Task objective
Output all of the records word for word and drop the images.

_ _ _ _ _ _ _

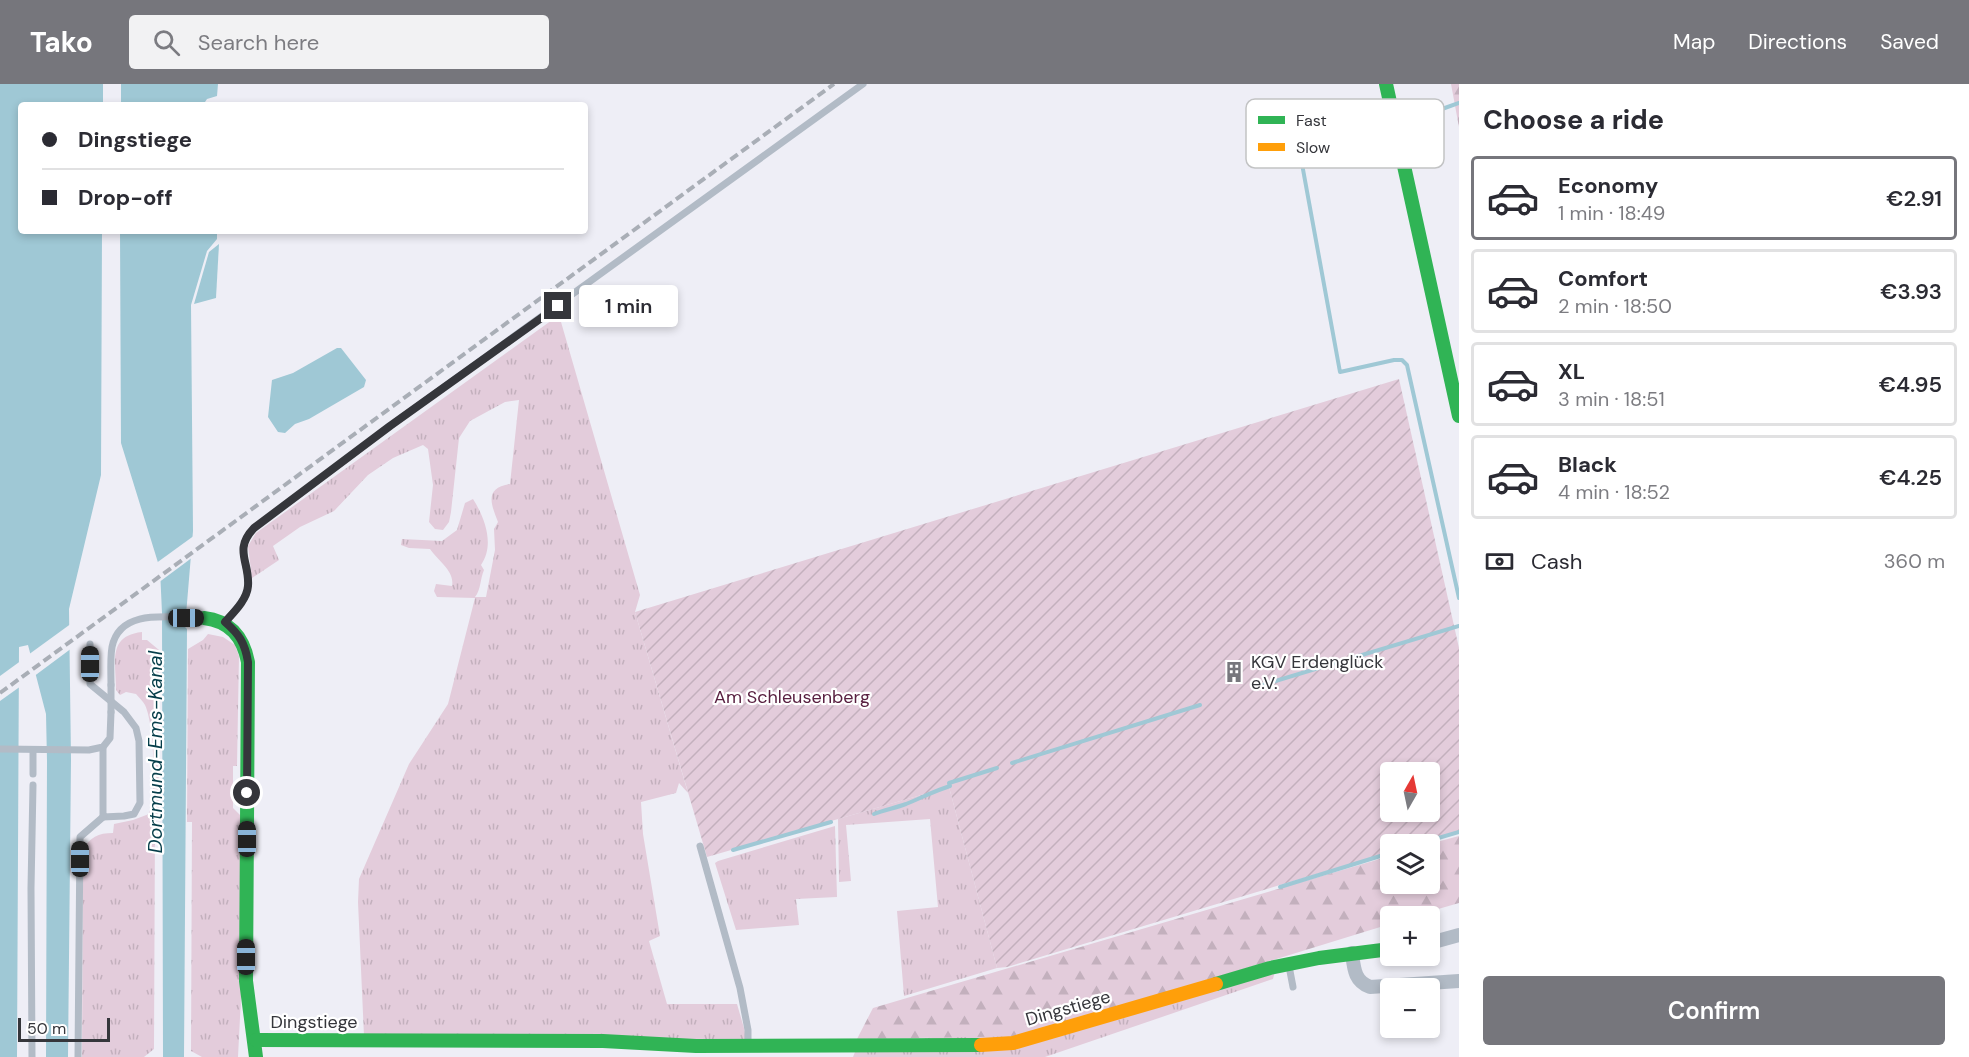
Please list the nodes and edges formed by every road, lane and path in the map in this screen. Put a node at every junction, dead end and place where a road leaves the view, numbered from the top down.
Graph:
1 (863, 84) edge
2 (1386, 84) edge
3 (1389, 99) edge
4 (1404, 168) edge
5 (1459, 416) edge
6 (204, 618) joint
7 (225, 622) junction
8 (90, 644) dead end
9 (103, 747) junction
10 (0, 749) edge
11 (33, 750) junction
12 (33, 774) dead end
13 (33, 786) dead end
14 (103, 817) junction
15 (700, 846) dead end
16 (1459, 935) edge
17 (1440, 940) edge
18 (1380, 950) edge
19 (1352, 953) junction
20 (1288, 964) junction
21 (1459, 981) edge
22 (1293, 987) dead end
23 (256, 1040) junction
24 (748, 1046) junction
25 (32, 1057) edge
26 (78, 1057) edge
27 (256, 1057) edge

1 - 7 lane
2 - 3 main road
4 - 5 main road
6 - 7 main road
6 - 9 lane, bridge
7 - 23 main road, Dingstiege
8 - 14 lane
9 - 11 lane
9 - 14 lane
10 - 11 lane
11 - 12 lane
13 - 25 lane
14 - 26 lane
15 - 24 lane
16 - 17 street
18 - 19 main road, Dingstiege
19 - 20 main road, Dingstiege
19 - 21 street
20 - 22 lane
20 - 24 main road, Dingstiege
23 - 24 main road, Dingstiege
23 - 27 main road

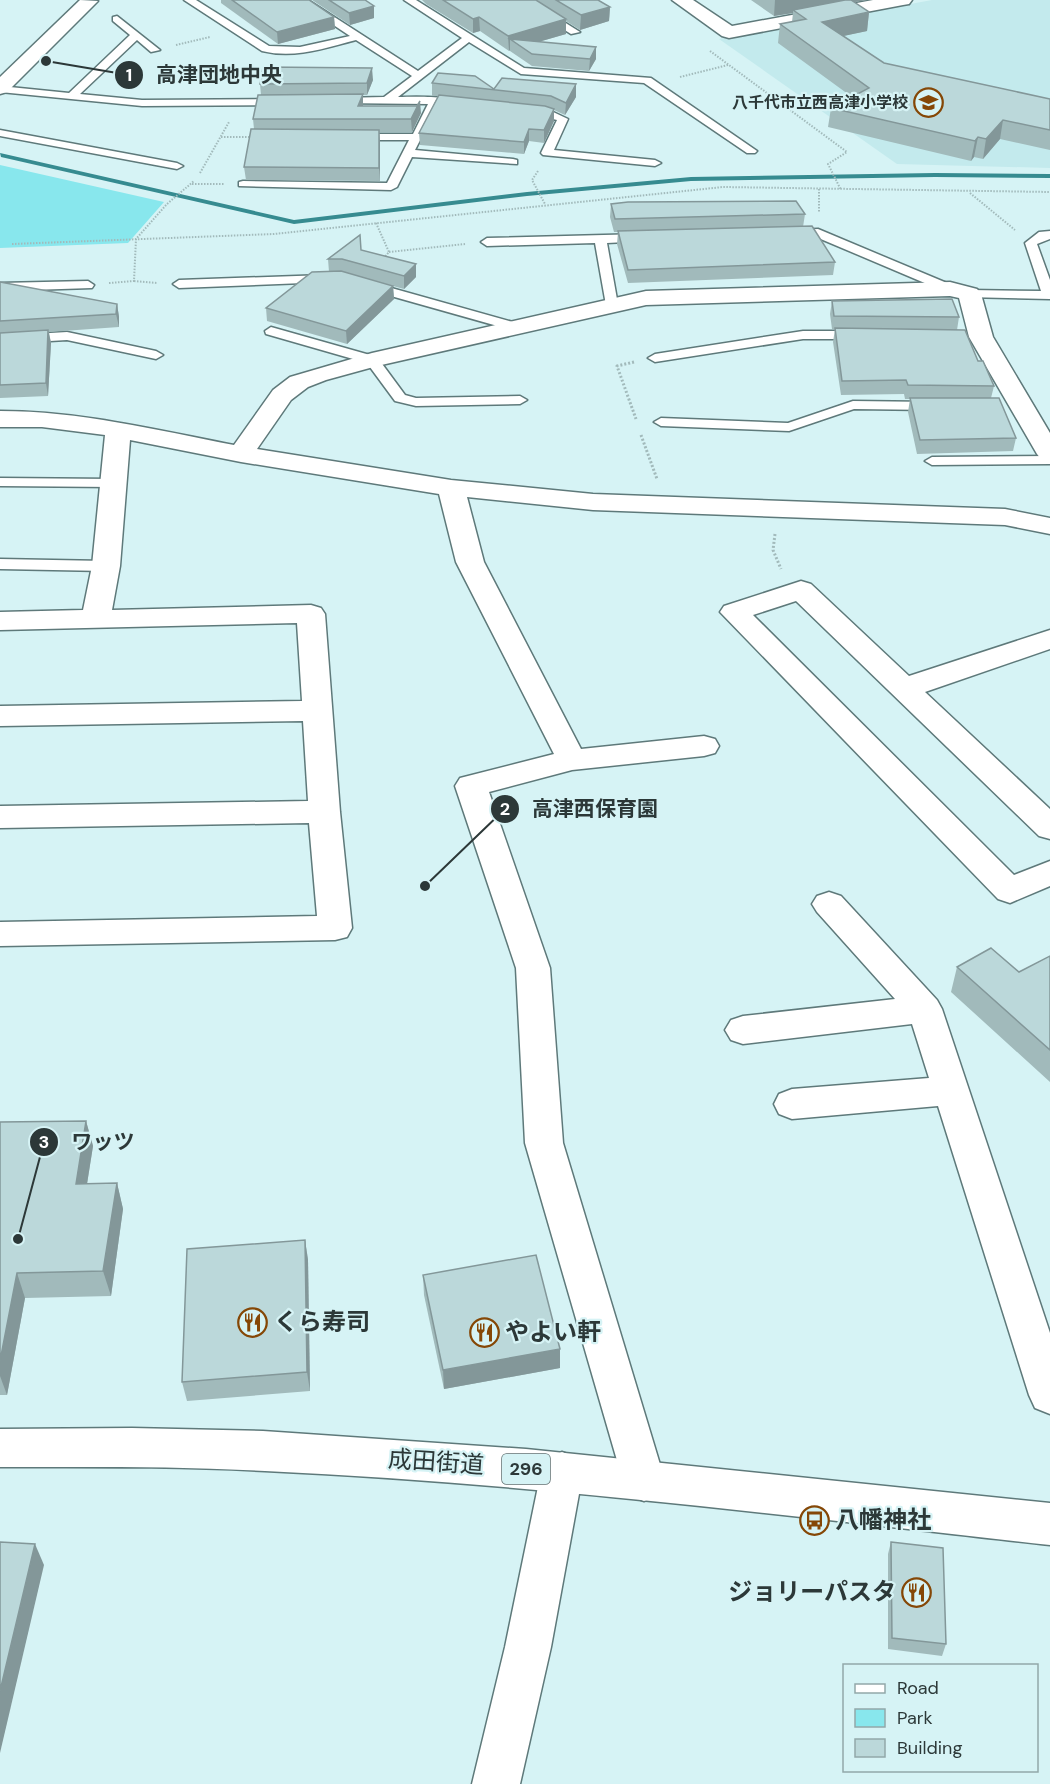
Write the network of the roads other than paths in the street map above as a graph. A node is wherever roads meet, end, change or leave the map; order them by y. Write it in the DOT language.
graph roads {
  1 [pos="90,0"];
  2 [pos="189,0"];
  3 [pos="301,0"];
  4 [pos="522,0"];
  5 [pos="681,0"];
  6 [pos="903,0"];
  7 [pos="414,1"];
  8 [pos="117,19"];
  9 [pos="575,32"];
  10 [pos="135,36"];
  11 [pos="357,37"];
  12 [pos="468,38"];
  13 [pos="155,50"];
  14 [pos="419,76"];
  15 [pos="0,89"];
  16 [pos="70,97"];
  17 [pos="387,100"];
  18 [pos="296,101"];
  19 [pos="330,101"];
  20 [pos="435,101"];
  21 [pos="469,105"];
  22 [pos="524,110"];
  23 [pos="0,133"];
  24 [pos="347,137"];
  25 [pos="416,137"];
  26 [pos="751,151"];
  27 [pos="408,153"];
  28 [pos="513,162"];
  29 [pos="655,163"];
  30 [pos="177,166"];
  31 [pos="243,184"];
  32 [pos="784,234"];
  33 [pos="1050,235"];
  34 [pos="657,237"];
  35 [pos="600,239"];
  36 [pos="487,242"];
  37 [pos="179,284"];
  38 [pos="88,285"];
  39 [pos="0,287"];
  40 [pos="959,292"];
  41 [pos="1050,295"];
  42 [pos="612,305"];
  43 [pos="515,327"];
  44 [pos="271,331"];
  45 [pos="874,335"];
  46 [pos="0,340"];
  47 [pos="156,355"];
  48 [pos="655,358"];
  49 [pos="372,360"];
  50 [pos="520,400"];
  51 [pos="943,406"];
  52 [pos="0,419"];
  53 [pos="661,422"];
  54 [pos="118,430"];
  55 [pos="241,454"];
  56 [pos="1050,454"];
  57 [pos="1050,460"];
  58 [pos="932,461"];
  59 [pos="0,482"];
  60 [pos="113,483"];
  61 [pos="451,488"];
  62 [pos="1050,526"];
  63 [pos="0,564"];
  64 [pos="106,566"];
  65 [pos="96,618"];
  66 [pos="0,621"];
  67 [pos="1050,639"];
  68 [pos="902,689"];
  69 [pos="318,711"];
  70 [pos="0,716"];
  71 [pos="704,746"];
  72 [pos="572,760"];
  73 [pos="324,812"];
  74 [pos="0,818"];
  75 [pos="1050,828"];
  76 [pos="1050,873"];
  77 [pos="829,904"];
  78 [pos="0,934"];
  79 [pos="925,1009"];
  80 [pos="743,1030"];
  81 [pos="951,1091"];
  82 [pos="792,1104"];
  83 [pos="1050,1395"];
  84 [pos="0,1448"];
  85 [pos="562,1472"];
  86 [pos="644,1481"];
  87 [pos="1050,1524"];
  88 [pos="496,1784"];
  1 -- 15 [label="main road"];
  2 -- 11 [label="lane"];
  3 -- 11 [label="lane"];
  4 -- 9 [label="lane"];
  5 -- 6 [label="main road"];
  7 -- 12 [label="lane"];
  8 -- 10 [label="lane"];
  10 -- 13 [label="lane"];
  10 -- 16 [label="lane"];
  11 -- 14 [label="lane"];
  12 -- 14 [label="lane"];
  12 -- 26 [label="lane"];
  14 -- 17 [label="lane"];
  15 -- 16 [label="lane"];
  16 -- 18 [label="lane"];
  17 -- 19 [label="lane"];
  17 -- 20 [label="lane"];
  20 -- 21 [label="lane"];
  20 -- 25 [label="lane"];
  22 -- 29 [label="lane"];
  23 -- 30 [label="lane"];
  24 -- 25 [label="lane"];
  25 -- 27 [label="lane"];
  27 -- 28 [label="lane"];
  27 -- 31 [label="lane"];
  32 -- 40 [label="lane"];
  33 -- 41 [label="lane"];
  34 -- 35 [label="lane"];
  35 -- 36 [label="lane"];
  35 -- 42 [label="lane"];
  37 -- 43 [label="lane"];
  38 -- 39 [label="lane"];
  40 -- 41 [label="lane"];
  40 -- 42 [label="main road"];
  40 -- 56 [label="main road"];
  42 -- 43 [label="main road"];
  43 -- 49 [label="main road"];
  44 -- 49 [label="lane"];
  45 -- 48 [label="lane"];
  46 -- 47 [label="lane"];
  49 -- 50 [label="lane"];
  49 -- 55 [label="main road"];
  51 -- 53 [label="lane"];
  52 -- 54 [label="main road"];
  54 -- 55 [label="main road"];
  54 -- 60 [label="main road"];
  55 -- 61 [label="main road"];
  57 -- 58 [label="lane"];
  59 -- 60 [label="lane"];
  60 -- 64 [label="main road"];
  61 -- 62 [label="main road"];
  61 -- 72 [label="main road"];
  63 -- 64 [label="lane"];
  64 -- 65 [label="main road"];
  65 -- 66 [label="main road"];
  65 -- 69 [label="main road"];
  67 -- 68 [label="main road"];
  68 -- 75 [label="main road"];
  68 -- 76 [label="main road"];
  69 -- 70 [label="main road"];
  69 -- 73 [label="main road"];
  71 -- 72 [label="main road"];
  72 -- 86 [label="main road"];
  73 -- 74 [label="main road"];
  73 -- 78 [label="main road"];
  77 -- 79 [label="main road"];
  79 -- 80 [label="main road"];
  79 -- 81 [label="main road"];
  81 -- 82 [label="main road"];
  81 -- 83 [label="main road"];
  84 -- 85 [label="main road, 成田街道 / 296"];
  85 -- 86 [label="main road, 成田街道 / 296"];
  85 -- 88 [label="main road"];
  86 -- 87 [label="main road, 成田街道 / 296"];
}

_ _ _ _ _ _ _

Task output
Please list the nodes and edges formed by every road, lane and path in the map in this screen. Put a node at every junction, dead end and place where a road leaves the view, numbered from the top down.
Graph:
1 (863, 84) edge
2 (1386, 84) edge
3 (1389, 99) edge
4 (1404, 168) edge
5 (1459, 416) edge
6 (204, 618) joint
7 (225, 622) junction
8 (90, 644) dead end
9 (103, 747) junction
10 (0, 749) edge
11 (33, 750) junction
12 (33, 774) dead end
13 (33, 786) dead end
14 (103, 817) junction
15 (700, 846) dead end
16 (1459, 935) edge
17 (1440, 940) edge
18 (1380, 950) edge
19 (1352, 953) junction
20 (1288, 964) junction
21 (1459, 981) edge
22 (1293, 987) dead end
23 (256, 1040) junction
24 (748, 1046) junction
25 (32, 1057) edge
26 (78, 1057) edge
27 (256, 1057) edge

1 - 7 lane
2 - 3 main road
4 - 5 main road
6 - 7 main road
6 - 9 lane, bridge
7 - 23 main road, Dingstiege
8 - 14 lane
9 - 11 lane
9 - 14 lane
10 - 11 lane
11 - 12 lane
13 - 25 lane
14 - 26 lane
15 - 24 lane
16 - 17 street
18 - 19 main road, Dingstiege
19 - 20 main road, Dingstiege
19 - 21 street
20 - 22 lane
20 - 24 main road, Dingstiege
23 - 24 main road, Dingstiege
23 - 27 main road

Write the network of the roads other than paths in the street map above as a graph. A node is wherever roads meet, end, change or leave the map; order them by y. Write it in the DOT language.
graph roads {
  1 [pos="90,0"];
  2 [pos="189,0"];
  3 [pos="301,0"];
  4 [pos="522,0"];
  5 [pos="681,0"];
  6 [pos="903,0"];
  7 [pos="414,1"];
  8 [pos="117,19"];
  9 [pos="575,32"];
  10 [pos="135,36"];
  11 [pos="357,37"];
  12 [pos="468,38"];
  13 [pos="155,50"];
  14 [pos="419,76"];
  15 [pos="0,89"];
  16 [pos="70,97"];
  17 [pos="387,100"];
  18 [pos="296,101"];
  19 [pos="330,101"];
  20 [pos="435,101"];
  21 [pos="469,105"];
  22 [pos="524,110"];
  23 [pos="0,133"];
  24 [pos="347,137"];
  25 [pos="416,137"];
  26 [pos="751,151"];
  27 [pos="408,153"];
  28 [pos="513,162"];
  29 [pos="655,163"];
  30 [pos="177,166"];
  31 [pos="243,184"];
  32 [pos="784,234"];
  33 [pos="1050,235"];
  34 [pos="657,237"];
  35 [pos="600,239"];
  36 [pos="487,242"];
  37 [pos="179,284"];
  38 [pos="88,285"];
  39 [pos="0,287"];
  40 [pos="959,292"];
  41 [pos="1050,295"];
  42 [pos="612,305"];
  43 [pos="515,327"];
  44 [pos="271,331"];
  45 [pos="874,335"];
  46 [pos="0,340"];
  47 [pos="156,355"];
  48 [pos="655,358"];
  49 [pos="372,360"];
  50 [pos="520,400"];
  51 [pos="943,406"];
  52 [pos="0,419"];
  53 [pos="661,422"];
  54 [pos="118,430"];
  55 [pos="241,454"];
  56 [pos="1050,454"];
  57 [pos="1050,460"];
  58 [pos="932,461"];
  59 [pos="0,482"];
  60 [pos="113,483"];
  61 [pos="451,488"];
  62 [pos="1050,526"];
  63 [pos="0,564"];
  64 [pos="106,566"];
  65 [pos="96,618"];
  66 [pos="0,621"];
  67 [pos="1050,639"];
  68 [pos="902,689"];
  69 [pos="318,711"];
  70 [pos="0,716"];
  71 [pos="704,746"];
  72 [pos="572,760"];
  73 [pos="324,812"];
  74 [pos="0,818"];
  75 [pos="1050,828"];
  76 [pos="1050,873"];
  77 [pos="829,904"];
  78 [pos="0,934"];
  79 [pos="925,1009"];
  80 [pos="743,1030"];
  81 [pos="951,1091"];
  82 [pos="792,1104"];
  83 [pos="1050,1395"];
  84 [pos="0,1448"];
  85 [pos="562,1472"];
  86 [pos="644,1481"];
  87 [pos="1050,1524"];
  88 [pos="496,1784"];
  1 -- 15 [label="main road"];
  2 -- 11 [label="lane"];
  3 -- 11 [label="lane"];
  4 -- 9 [label="lane"];
  5 -- 6 [label="main road"];
  7 -- 12 [label="lane"];
  8 -- 10 [label="lane"];
  10 -- 13 [label="lane"];
  10 -- 16 [label="lane"];
  11 -- 14 [label="lane"];
  12 -- 14 [label="lane"];
  12 -- 26 [label="lane"];
  14 -- 17 [label="lane"];
  15 -- 16 [label="lane"];
  16 -- 18 [label="lane"];
  17 -- 19 [label="lane"];
  17 -- 20 [label="lane"];
  20 -- 21 [label="lane"];
  20 -- 25 [label="lane"];
  22 -- 29 [label="lane"];
  23 -- 30 [label="lane"];
  24 -- 25 [label="lane"];
  25 -- 27 [label="lane"];
  27 -- 28 [label="lane"];
  27 -- 31 [label="lane"];
  32 -- 40 [label="lane"];
  33 -- 41 [label="lane"];
  34 -- 35 [label="lane"];
  35 -- 36 [label="lane"];
  35 -- 42 [label="lane"];
  37 -- 43 [label="lane"];
  38 -- 39 [label="lane"];
  40 -- 41 [label="lane"];
  40 -- 42 [label="main road"];
  40 -- 56 [label="main road"];
  42 -- 43 [label="main road"];
  43 -- 49 [label="main road"];
  44 -- 49 [label="lane"];
  45 -- 48 [label="lane"];
  46 -- 47 [label="lane"];
  49 -- 50 [label="lane"];
  49 -- 55 [label="main road"];
  51 -- 53 [label="lane"];
  52 -- 54 [label="main road"];
  54 -- 55 [label="main road"];
  54 -- 60 [label="main road"];
  55 -- 61 [label="main road"];
  57 -- 58 [label="lane"];
  59 -- 60 [label="lane"];
  60 -- 64 [label="main road"];
  61 -- 62 [label="main road"];
  61 -- 72 [label="main road"];
  63 -- 64 [label="lane"];
  64 -- 65 [label="main road"];
  65 -- 66 [label="main road"];
  65 -- 69 [label="main road"];
  67 -- 68 [label="main road"];
  68 -- 75 [label="main road"];
  68 -- 76 [label="main road"];
  69 -- 70 [label="main road"];
  69 -- 73 [label="main road"];
  71 -- 72 [label="main road"];
  72 -- 86 [label="main road"];
  73 -- 74 [label="main road"];
  73 -- 78 [label="main road"];
  77 -- 79 [label="main road"];
  79 -- 80 [label="main road"];
  79 -- 81 [label="main road"];
  81 -- 82 [label="main road"];
  81 -- 83 [label="main road"];
  84 -- 85 [label="main road, 成田街道 / 296"];
  85 -- 86 [label="main road, 成田街道 / 296"];
  85 -- 88 [label="main road"];
  86 -- 87 [label="main road, 成田街道 / 296"];
}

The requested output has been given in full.